-- Data follows --

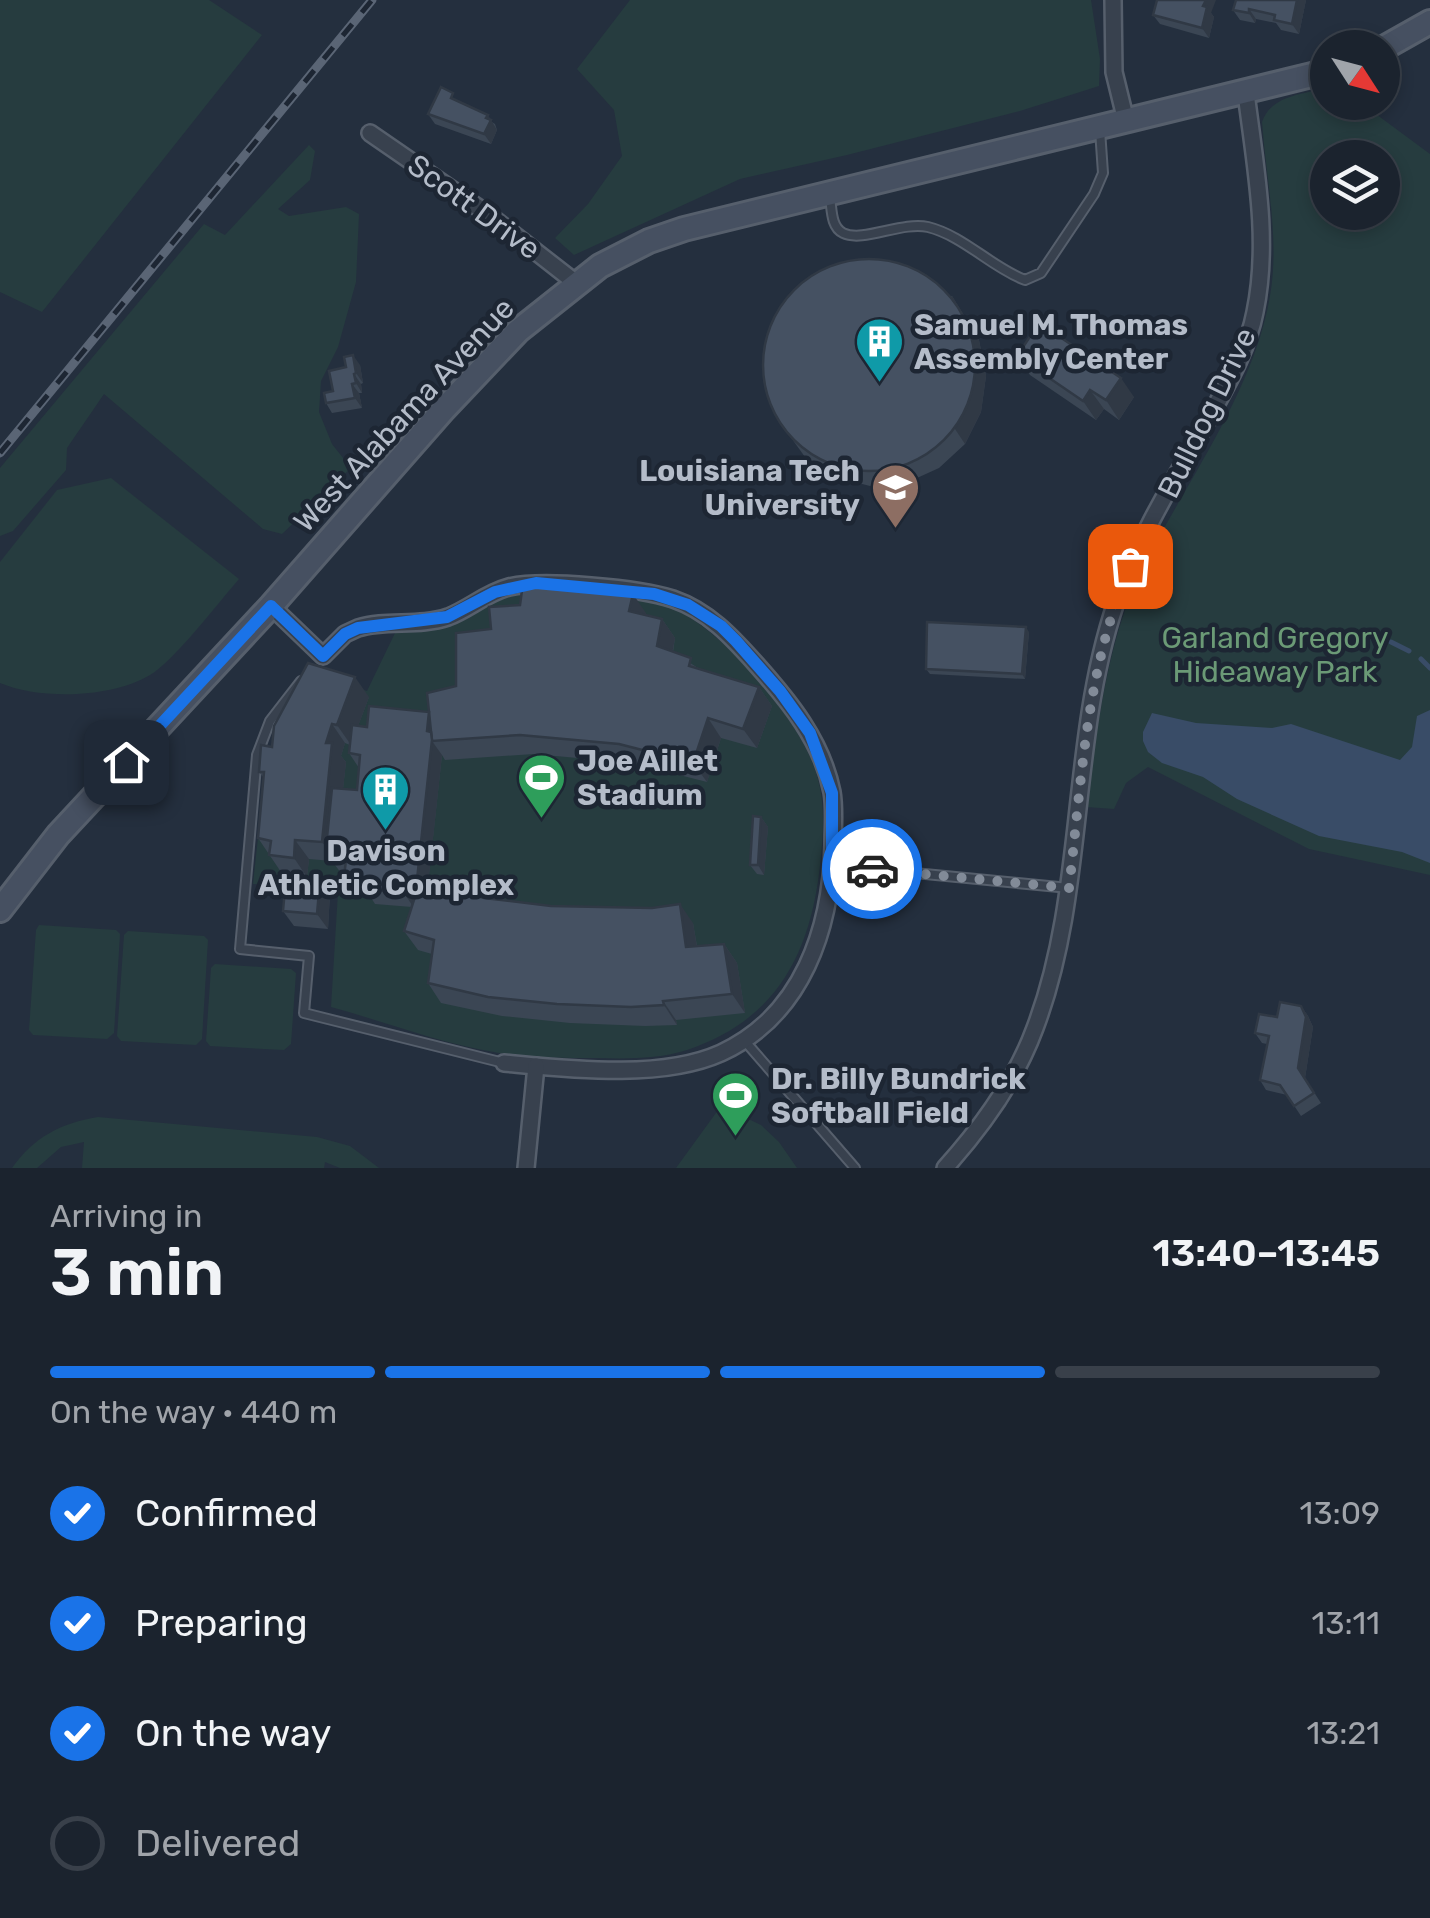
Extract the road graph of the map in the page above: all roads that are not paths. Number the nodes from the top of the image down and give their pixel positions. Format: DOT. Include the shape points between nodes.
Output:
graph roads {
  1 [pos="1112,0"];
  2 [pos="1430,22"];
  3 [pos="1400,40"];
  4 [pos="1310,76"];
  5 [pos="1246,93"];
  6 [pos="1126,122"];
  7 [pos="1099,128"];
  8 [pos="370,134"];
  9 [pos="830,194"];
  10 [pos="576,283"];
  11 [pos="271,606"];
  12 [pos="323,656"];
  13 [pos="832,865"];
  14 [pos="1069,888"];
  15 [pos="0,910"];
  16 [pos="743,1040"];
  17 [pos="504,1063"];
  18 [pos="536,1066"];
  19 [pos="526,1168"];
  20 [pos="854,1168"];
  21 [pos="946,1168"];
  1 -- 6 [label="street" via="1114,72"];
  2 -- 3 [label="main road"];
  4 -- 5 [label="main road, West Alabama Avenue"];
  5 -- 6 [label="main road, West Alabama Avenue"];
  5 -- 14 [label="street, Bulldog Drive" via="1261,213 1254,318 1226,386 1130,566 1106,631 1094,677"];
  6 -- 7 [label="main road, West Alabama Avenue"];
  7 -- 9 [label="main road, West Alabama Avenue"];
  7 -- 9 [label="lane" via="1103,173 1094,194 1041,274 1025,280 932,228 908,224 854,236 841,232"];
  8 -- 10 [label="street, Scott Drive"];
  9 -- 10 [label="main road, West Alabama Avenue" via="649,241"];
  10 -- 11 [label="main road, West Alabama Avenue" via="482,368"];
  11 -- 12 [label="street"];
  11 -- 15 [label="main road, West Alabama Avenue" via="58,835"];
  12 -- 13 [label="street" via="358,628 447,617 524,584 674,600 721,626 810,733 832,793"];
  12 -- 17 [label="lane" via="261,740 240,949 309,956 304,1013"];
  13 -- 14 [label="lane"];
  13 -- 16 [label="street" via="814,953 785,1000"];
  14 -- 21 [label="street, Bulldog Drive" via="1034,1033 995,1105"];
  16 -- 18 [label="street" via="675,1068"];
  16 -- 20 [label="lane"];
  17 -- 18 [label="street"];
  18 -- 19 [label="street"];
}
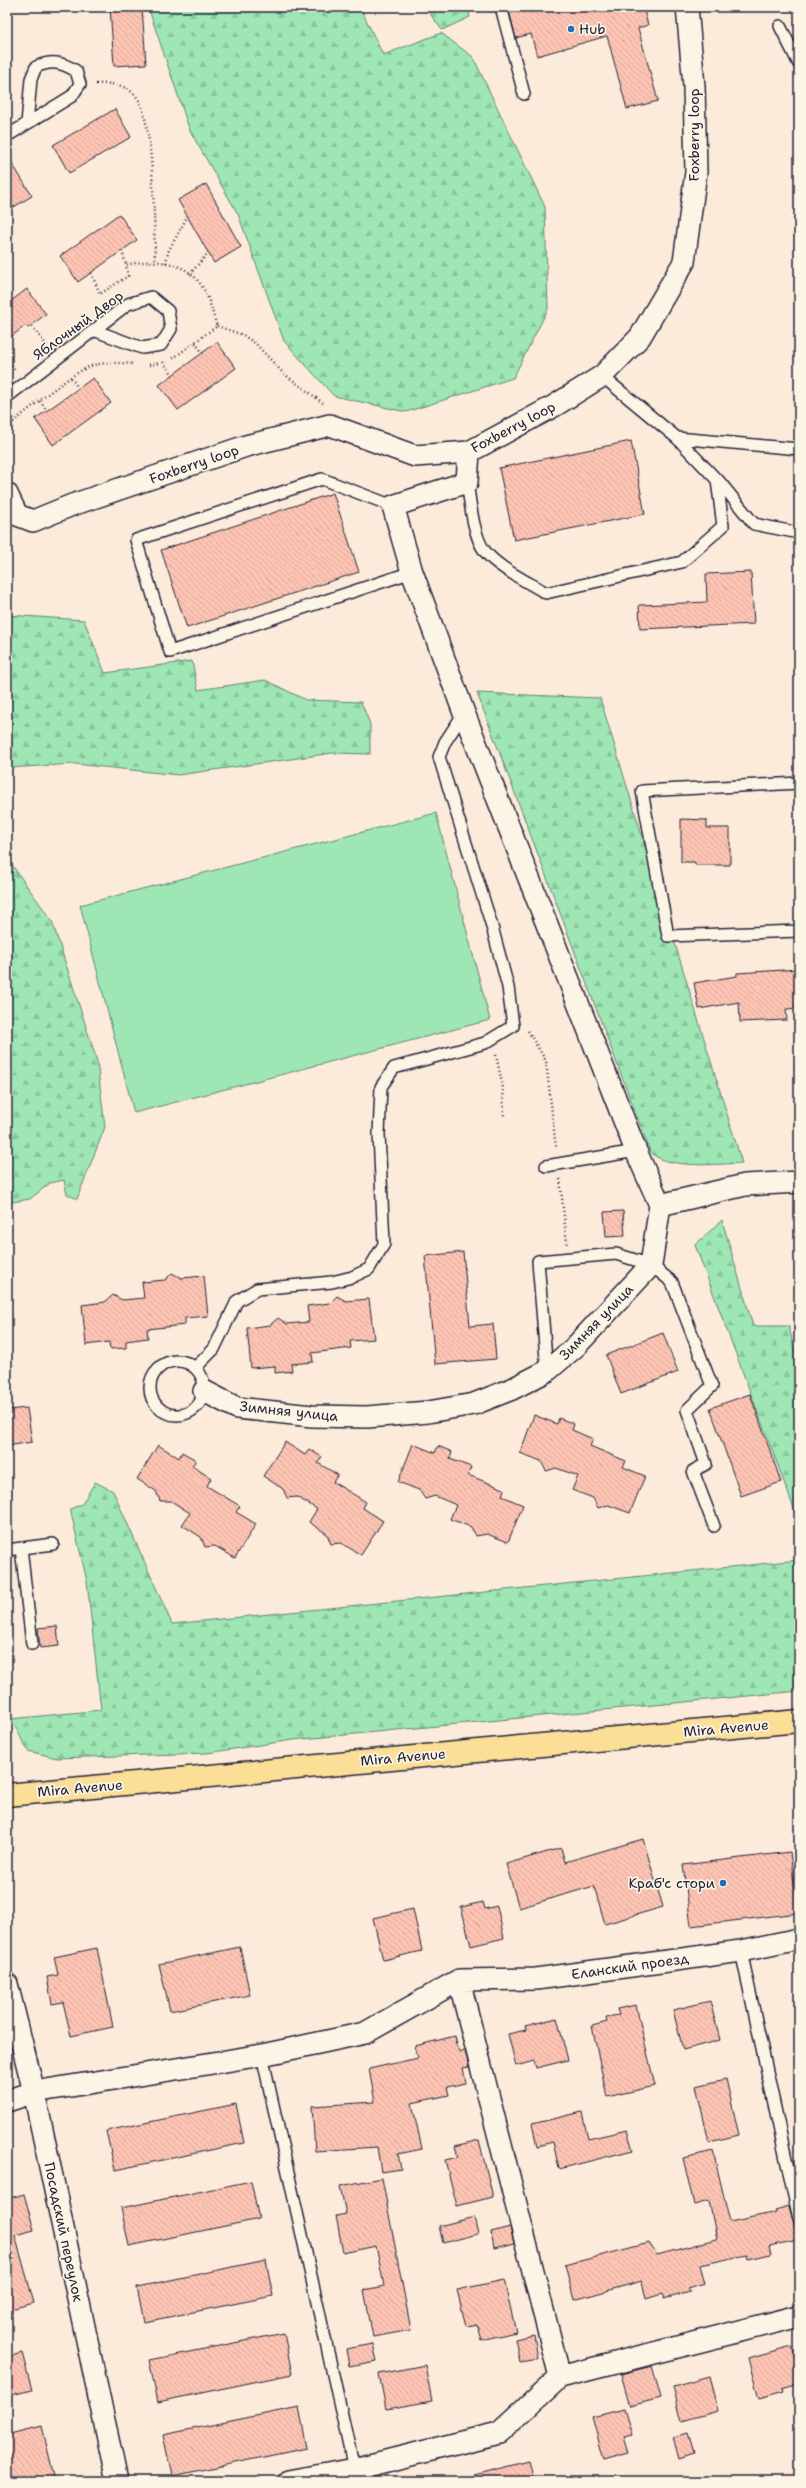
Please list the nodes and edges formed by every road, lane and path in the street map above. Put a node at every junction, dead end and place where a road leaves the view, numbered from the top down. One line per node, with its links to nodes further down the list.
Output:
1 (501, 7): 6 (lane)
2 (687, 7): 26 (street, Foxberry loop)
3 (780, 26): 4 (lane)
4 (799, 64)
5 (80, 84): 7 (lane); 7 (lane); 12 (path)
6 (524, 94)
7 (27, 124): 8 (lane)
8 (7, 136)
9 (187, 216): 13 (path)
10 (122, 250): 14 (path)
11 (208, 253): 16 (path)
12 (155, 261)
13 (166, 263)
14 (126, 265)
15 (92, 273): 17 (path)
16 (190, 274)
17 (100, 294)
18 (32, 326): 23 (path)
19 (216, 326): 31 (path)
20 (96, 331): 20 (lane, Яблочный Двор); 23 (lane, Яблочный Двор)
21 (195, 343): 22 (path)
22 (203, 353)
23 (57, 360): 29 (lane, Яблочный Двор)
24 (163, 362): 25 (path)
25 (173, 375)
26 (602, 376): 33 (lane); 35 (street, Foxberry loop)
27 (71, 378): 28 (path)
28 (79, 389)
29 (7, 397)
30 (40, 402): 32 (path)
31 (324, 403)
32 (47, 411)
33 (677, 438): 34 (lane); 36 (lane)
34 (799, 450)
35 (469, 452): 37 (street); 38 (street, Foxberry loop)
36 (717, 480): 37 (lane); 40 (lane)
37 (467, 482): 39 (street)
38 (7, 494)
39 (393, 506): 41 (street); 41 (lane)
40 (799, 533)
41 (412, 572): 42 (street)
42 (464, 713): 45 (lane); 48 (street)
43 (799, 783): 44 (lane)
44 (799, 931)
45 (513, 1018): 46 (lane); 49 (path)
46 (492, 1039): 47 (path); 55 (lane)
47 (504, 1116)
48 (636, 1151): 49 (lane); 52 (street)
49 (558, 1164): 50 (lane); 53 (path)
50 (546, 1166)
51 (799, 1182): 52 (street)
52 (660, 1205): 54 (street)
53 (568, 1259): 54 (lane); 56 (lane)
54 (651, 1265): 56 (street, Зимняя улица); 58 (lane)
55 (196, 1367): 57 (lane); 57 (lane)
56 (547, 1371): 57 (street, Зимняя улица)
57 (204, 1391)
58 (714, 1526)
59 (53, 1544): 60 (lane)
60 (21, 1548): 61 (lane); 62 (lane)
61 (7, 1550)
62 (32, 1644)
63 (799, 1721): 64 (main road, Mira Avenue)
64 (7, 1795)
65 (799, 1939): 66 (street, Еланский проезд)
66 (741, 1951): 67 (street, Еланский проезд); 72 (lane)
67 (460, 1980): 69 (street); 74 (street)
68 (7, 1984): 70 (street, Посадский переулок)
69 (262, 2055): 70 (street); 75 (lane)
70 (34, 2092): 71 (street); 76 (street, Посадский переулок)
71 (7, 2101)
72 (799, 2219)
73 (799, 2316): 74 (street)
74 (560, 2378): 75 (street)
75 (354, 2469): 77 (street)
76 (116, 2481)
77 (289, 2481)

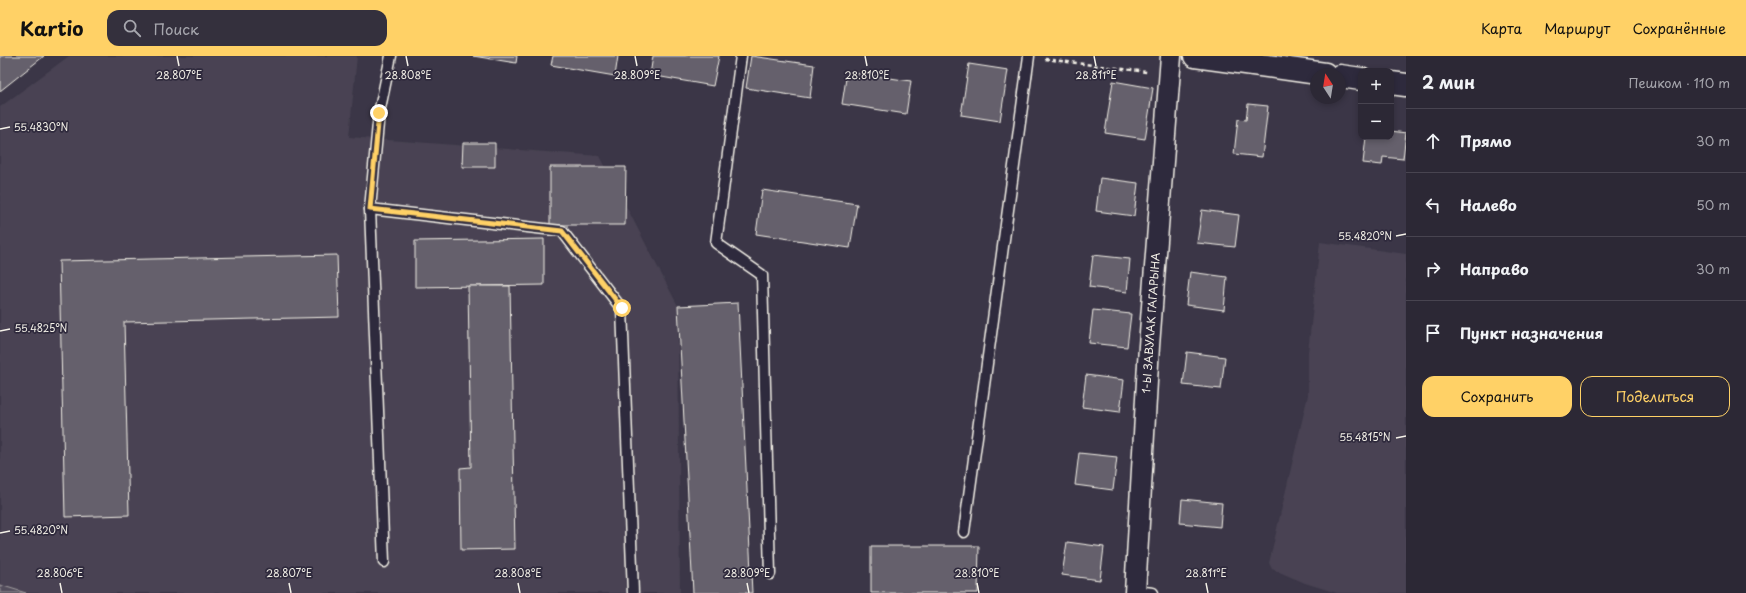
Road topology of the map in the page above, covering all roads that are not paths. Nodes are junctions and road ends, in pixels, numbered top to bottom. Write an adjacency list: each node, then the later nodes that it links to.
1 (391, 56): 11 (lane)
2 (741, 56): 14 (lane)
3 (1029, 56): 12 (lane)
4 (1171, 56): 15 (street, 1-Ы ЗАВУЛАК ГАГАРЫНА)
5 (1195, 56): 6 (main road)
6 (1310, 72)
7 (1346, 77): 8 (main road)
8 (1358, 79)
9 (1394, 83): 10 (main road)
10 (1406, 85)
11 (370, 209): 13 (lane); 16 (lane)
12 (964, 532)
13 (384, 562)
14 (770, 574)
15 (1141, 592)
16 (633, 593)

-- Data concluded --

- **Work instructions**
The records above should be reproduced exactly, with the pictures omitted.

- **Result of the exercise**
Extract the road graph of the map in the page above: all roads that are not paths. Number the nodes from the top of the image down and give their pixel positions. Format: DOT. Include the shape points between nodes.
Output:
graph roads {
  1 [pos="1112,0"];
  2 [pos="1430,22"];
  3 [pos="1400,40"];
  4 [pos="1310,76"];
  5 [pos="1246,93"];
  6 [pos="1126,122"];
  7 [pos="1099,128"];
  8 [pos="370,134"];
  9 [pos="830,194"];
  10 [pos="576,283"];
  11 [pos="271,606"];
  12 [pos="323,656"];
  13 [pos="832,865"];
  14 [pos="1069,888"];
  15 [pos="0,910"];
  16 [pos="743,1040"];
  17 [pos="504,1063"];
  18 [pos="536,1066"];
  19 [pos="526,1168"];
  20 [pos="854,1168"];
  21 [pos="946,1168"];
  1 -- 6 [label="street" via="1114,72"];
  2 -- 3 [label="main road"];
  4 -- 5 [label="main road, West Alabama Avenue"];
  5 -- 6 [label="main road, West Alabama Avenue"];
  5 -- 14 [label="street, Bulldog Drive" via="1261,213 1254,318 1226,386 1130,566 1106,631 1094,677"];
  6 -- 7 [label="main road, West Alabama Avenue"];
  7 -- 9 [label="main road, West Alabama Avenue"];
  7 -- 9 [label="lane" via="1103,173 1094,194 1041,274 1025,280 932,228 908,224 854,236 841,232"];
  8 -- 10 [label="street, Scott Drive"];
  9 -- 10 [label="main road, West Alabama Avenue" via="649,241"];
  10 -- 11 [label="main road, West Alabama Avenue" via="482,368"];
  11 -- 12 [label="street"];
  11 -- 15 [label="main road, West Alabama Avenue" via="58,835"];
  12 -- 13 [label="street" via="358,628 447,617 524,584 674,600 721,626 810,733 832,793"];
  12 -- 17 [label="lane" via="261,740 240,949 309,956 304,1013"];
  13 -- 14 [label="lane"];
  13 -- 16 [label="street" via="814,953 785,1000"];
  14 -- 21 [label="street, Bulldog Drive" via="1034,1033 995,1105"];
  16 -- 18 [label="street" via="675,1068"];
  16 -- 20 [label="lane"];
  17 -- 18 [label="street"];
  18 -- 19 [label="street"];
}
Please list the nodes and edges formed by every road, lane and path in the street map above. Put a node at every junction, dead end and place where a road leaves the view, numbered from the top down. One line per node, with its links to nodes further down the list.
Output:
1 (501, 7): 6 (lane)
2 (687, 7): 26 (street, Foxberry loop)
3 (780, 26): 4 (lane)
4 (799, 64)
5 (80, 84): 7 (lane); 7 (lane); 12 (path)
6 (524, 94)
7 (27, 124): 8 (lane)
8 (7, 136)
9 (187, 216): 13 (path)
10 (122, 250): 14 (path)
11 (208, 253): 16 (path)
12 (155, 261)
13 (166, 263)
14 (126, 265)
15 (92, 273): 17 (path)
16 (190, 274)
17 (100, 294)
18 (32, 326): 23 (path)
19 (216, 326): 31 (path)
20 (96, 331): 20 (lane, Яблочный Двор); 23 (lane, Яблочный Двор)
21 (195, 343): 22 (path)
22 (203, 353)
23 (57, 360): 29 (lane, Яблочный Двор)
24 (163, 362): 25 (path)
25 (173, 375)
26 (602, 376): 33 (lane); 35 (street, Foxberry loop)
27 (71, 378): 28 (path)
28 (79, 389)
29 (7, 397)
30 (40, 402): 32 (path)
31 (324, 403)
32 (47, 411)
33 (677, 438): 34 (lane); 36 (lane)
34 (799, 450)
35 (469, 452): 37 (street); 38 (street, Foxberry loop)
36 (717, 480): 37 (lane); 40 (lane)
37 (467, 482): 39 (street)
38 (7, 494)
39 (393, 506): 41 (street); 41 (lane)
40 (799, 533)
41 (412, 572): 42 (street)
42 (464, 713): 45 (lane); 48 (street)
43 (799, 783): 44 (lane)
44 (799, 931)
45 (513, 1018): 46 (lane); 49 (path)
46 (492, 1039): 47 (path); 55 (lane)
47 (504, 1116)
48 (636, 1151): 49 (lane); 52 (street)
49 (558, 1164): 50 (lane); 53 (path)
50 (546, 1166)
51 (799, 1182): 52 (street)
52 (660, 1205): 54 (street)
53 (568, 1259): 54 (lane); 56 (lane)
54 (651, 1265): 56 (street, Зимняя улица); 58 (lane)
55 (196, 1367): 57 (lane); 57 (lane)
56 (547, 1371): 57 (street, Зимняя улица)
57 (204, 1391)
58 (714, 1526)
59 (53, 1544): 60 (lane)
60 (21, 1548): 61 (lane); 62 (lane)
61 (7, 1550)
62 (32, 1644)
63 (799, 1721): 64 (main road, Mira Avenue)
64 (7, 1795)
65 (799, 1939): 66 (street, Еланский проезд)
66 (741, 1951): 67 (street, Еланский проезд); 72 (lane)
67 (460, 1980): 69 (street); 74 (street)
68 (7, 1984): 70 (street, Посадский переулок)
69 (262, 2055): 70 (street); 75 (lane)
70 (34, 2092): 71 (street); 76 (street, Посадский переулок)
71 (7, 2101)
72 (799, 2219)
73 (799, 2316): 74 (street)
74 (560, 2378): 75 (street)
75 (354, 2469): 77 (street)
76 (116, 2481)
77 (289, 2481)

Road topology of the map in the page above, covering all roads that are not paths. Nodes are junctions and road ends, in pixels, numbered top to bottom. Write an adjacency list: each node, then the later nodes that it links to.
1 (391, 56): 11 (lane)
2 (741, 56): 14 (lane)
3 (1029, 56): 12 (lane)
4 (1171, 56): 15 (street, 1-Ы ЗАВУЛАК ГАГАРЫНА)
5 (1195, 56): 6 (main road)
6 (1310, 72)
7 (1346, 77): 8 (main road)
8 (1358, 79)
9 (1394, 83): 10 (main road)
10 (1406, 85)
11 (370, 209): 13 (lane); 16 (lane)
12 (964, 532)
13 (384, 562)
14 (770, 574)
15 (1141, 592)
16 (633, 593)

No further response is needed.